Activity: Output every record exactly, and nothing more.

Material for this exercise:
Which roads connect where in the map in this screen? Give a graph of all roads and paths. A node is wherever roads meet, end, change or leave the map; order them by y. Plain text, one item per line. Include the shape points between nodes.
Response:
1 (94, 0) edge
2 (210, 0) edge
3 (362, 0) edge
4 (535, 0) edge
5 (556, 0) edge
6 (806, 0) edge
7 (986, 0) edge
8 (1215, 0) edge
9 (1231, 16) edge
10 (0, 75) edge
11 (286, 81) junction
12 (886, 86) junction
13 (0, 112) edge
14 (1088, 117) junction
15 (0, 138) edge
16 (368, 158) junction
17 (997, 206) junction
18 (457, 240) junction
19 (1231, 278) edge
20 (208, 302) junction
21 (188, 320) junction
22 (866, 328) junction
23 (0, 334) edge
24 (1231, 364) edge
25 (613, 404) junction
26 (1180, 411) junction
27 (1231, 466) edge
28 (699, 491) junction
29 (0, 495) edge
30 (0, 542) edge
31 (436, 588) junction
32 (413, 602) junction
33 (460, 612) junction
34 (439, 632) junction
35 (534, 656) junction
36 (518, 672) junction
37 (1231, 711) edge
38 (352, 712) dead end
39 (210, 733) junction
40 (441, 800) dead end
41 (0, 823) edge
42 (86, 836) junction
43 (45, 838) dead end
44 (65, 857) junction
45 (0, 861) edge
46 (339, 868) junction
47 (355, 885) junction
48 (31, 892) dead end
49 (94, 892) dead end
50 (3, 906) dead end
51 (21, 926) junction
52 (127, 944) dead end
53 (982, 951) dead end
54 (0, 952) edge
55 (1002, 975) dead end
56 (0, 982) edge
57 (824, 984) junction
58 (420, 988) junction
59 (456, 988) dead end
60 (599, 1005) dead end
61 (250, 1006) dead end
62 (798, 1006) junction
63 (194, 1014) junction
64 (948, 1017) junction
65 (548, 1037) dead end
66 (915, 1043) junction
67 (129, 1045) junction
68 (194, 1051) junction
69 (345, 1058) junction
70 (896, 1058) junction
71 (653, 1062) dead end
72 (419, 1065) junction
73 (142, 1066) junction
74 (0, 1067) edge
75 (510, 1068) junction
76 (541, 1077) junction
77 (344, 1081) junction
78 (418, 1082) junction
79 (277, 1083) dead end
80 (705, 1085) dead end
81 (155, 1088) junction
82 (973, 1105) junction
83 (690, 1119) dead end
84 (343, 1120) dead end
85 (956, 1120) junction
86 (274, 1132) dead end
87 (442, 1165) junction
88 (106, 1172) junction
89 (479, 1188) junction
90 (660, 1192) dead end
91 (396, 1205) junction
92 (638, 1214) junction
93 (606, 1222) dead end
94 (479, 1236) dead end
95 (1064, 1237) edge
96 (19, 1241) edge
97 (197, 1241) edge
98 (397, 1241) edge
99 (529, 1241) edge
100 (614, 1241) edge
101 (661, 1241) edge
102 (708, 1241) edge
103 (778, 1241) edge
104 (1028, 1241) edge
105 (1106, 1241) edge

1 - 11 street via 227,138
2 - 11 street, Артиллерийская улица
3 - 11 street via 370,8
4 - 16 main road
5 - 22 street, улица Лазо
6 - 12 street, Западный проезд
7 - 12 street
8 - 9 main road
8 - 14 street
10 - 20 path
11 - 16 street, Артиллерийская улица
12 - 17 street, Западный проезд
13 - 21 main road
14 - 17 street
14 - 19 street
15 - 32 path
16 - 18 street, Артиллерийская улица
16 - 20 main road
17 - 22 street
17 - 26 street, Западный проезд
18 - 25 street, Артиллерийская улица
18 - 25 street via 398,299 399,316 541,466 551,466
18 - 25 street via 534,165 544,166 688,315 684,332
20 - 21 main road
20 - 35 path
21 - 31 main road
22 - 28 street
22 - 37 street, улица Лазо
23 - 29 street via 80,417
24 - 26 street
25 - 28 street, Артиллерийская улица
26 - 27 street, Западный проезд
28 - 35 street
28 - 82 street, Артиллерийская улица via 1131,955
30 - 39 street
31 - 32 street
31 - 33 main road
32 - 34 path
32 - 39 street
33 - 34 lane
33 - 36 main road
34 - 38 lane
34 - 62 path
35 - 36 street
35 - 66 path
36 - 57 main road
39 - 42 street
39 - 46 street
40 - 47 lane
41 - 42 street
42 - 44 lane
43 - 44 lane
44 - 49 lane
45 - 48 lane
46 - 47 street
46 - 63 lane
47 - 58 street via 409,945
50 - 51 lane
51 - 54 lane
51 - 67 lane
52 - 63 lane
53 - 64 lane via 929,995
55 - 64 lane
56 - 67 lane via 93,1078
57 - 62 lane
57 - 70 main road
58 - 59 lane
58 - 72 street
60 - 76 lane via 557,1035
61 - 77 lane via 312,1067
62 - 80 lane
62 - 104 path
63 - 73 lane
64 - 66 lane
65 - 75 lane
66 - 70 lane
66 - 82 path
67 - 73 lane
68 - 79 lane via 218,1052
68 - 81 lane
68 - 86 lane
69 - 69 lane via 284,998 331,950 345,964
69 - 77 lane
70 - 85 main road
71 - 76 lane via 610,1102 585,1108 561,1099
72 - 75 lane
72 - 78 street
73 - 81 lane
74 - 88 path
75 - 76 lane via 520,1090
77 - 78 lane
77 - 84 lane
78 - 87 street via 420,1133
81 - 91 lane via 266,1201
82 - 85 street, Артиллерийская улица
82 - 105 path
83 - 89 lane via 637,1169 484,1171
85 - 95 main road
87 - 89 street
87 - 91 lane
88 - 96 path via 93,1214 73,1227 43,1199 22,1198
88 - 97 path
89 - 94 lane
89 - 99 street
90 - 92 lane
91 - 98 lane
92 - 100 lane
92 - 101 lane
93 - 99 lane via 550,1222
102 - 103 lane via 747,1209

Written solution:
Which roads connect where in the map in this screen? Give a graph of all roads and paths. A node is wherever roads meet, end, change or leave the map; order them by y. Plain text, one item per line. Include the shape points between nodes.
Response:
1 (94, 0) edge
2 (210, 0) edge
3 (362, 0) edge
4 (535, 0) edge
5 (556, 0) edge
6 (806, 0) edge
7 (986, 0) edge
8 (1215, 0) edge
9 (1231, 16) edge
10 (0, 75) edge
11 (286, 81) junction
12 (886, 86) junction
13 (0, 112) edge
14 (1088, 117) junction
15 (0, 138) edge
16 (368, 158) junction
17 (997, 206) junction
18 (457, 240) junction
19 (1231, 278) edge
20 (208, 302) junction
21 (188, 320) junction
22 (866, 328) junction
23 (0, 334) edge
24 (1231, 364) edge
25 (613, 404) junction
26 (1180, 411) junction
27 (1231, 466) edge
28 (699, 491) junction
29 (0, 495) edge
30 (0, 542) edge
31 (436, 588) junction
32 (413, 602) junction
33 (460, 612) junction
34 (439, 632) junction
35 (534, 656) junction
36 (518, 672) junction
37 (1231, 711) edge
38 (352, 712) dead end
39 (210, 733) junction
40 (441, 800) dead end
41 (0, 823) edge
42 (86, 836) junction
43 (45, 838) dead end
44 (65, 857) junction
45 (0, 861) edge
46 (339, 868) junction
47 (355, 885) junction
48 (31, 892) dead end
49 (94, 892) dead end
50 (3, 906) dead end
51 (21, 926) junction
52 (127, 944) dead end
53 (982, 951) dead end
54 (0, 952) edge
55 (1002, 975) dead end
56 (0, 982) edge
57 (824, 984) junction
58 (420, 988) junction
59 (456, 988) dead end
60 (599, 1005) dead end
61 (250, 1006) dead end
62 (798, 1006) junction
63 (194, 1014) junction
64 (948, 1017) junction
65 (548, 1037) dead end
66 (915, 1043) junction
67 (129, 1045) junction
68 (194, 1051) junction
69 (345, 1058) junction
70 (896, 1058) junction
71 (653, 1062) dead end
72 (419, 1065) junction
73 (142, 1066) junction
74 (0, 1067) edge
75 (510, 1068) junction
76 (541, 1077) junction
77 (344, 1081) junction
78 (418, 1082) junction
79 (277, 1083) dead end
80 (705, 1085) dead end
81 (155, 1088) junction
82 (973, 1105) junction
83 (690, 1119) dead end
84 (343, 1120) dead end
85 (956, 1120) junction
86 (274, 1132) dead end
87 (442, 1165) junction
88 (106, 1172) junction
89 (479, 1188) junction
90 (660, 1192) dead end
91 (396, 1205) junction
92 (638, 1214) junction
93 (606, 1222) dead end
94 (479, 1236) dead end
95 (1064, 1237) edge
96 (19, 1241) edge
97 (197, 1241) edge
98 (397, 1241) edge
99 (529, 1241) edge
100 (614, 1241) edge
101 (661, 1241) edge
102 (708, 1241) edge
103 (778, 1241) edge
104 (1028, 1241) edge
105 (1106, 1241) edge

1 - 11 street via 227,138
2 - 11 street, Артиллерийская улица
3 - 11 street via 370,8
4 - 16 main road
5 - 22 street, улица Лазо
6 - 12 street, Западный проезд
7 - 12 street
8 - 9 main road
8 - 14 street
10 - 20 path
11 - 16 street, Артиллерийская улица
12 - 17 street, Западный проезд
13 - 21 main road
14 - 17 street
14 - 19 street
15 - 32 path
16 - 18 street, Артиллерийская улица
16 - 20 main road
17 - 22 street
17 - 26 street, Западный проезд
18 - 25 street, Артиллерийская улица
18 - 25 street via 398,299 399,316 541,466 551,466
18 - 25 street via 534,165 544,166 688,315 684,332
20 - 21 main road
20 - 35 path
21 - 31 main road
22 - 28 street
22 - 37 street, улица Лазо
23 - 29 street via 80,417
24 - 26 street
25 - 28 street, Артиллерийская улица
26 - 27 street, Западный проезд
28 - 35 street
28 - 82 street, Артиллерийская улица via 1131,955
30 - 39 street
31 - 32 street
31 - 33 main road
32 - 34 path
32 - 39 street
33 - 34 lane
33 - 36 main road
34 - 38 lane
34 - 62 path
35 - 36 street
35 - 66 path
36 - 57 main road
39 - 42 street
39 - 46 street
40 - 47 lane
41 - 42 street
42 - 44 lane
43 - 44 lane
44 - 49 lane
45 - 48 lane
46 - 47 street
46 - 63 lane
47 - 58 street via 409,945
50 - 51 lane
51 - 54 lane
51 - 67 lane
52 - 63 lane
53 - 64 lane via 929,995
55 - 64 lane
56 - 67 lane via 93,1078
57 - 62 lane
57 - 70 main road
58 - 59 lane
58 - 72 street
60 - 76 lane via 557,1035
61 - 77 lane via 312,1067
62 - 80 lane
62 - 104 path
63 - 73 lane
64 - 66 lane
65 - 75 lane
66 - 70 lane
66 - 82 path
67 - 73 lane
68 - 79 lane via 218,1052
68 - 81 lane
68 - 86 lane
69 - 69 lane via 284,998 331,950 345,964
69 - 77 lane
70 - 85 main road
71 - 76 lane via 610,1102 585,1108 561,1099
72 - 75 lane
72 - 78 street
73 - 81 lane
74 - 88 path
75 - 76 lane via 520,1090
77 - 78 lane
77 - 84 lane
78 - 87 street via 420,1133
81 - 91 lane via 266,1201
82 - 85 street, Артиллерийская улица
82 - 105 path
83 - 89 lane via 637,1169 484,1171
85 - 95 main road
87 - 89 street
87 - 91 lane
88 - 96 path via 93,1214 73,1227 43,1199 22,1198
88 - 97 path
89 - 94 lane
89 - 99 street
90 - 92 lane
91 - 98 lane
92 - 100 lane
92 - 101 lane
93 - 99 lane via 550,1222
102 - 103 lane via 747,1209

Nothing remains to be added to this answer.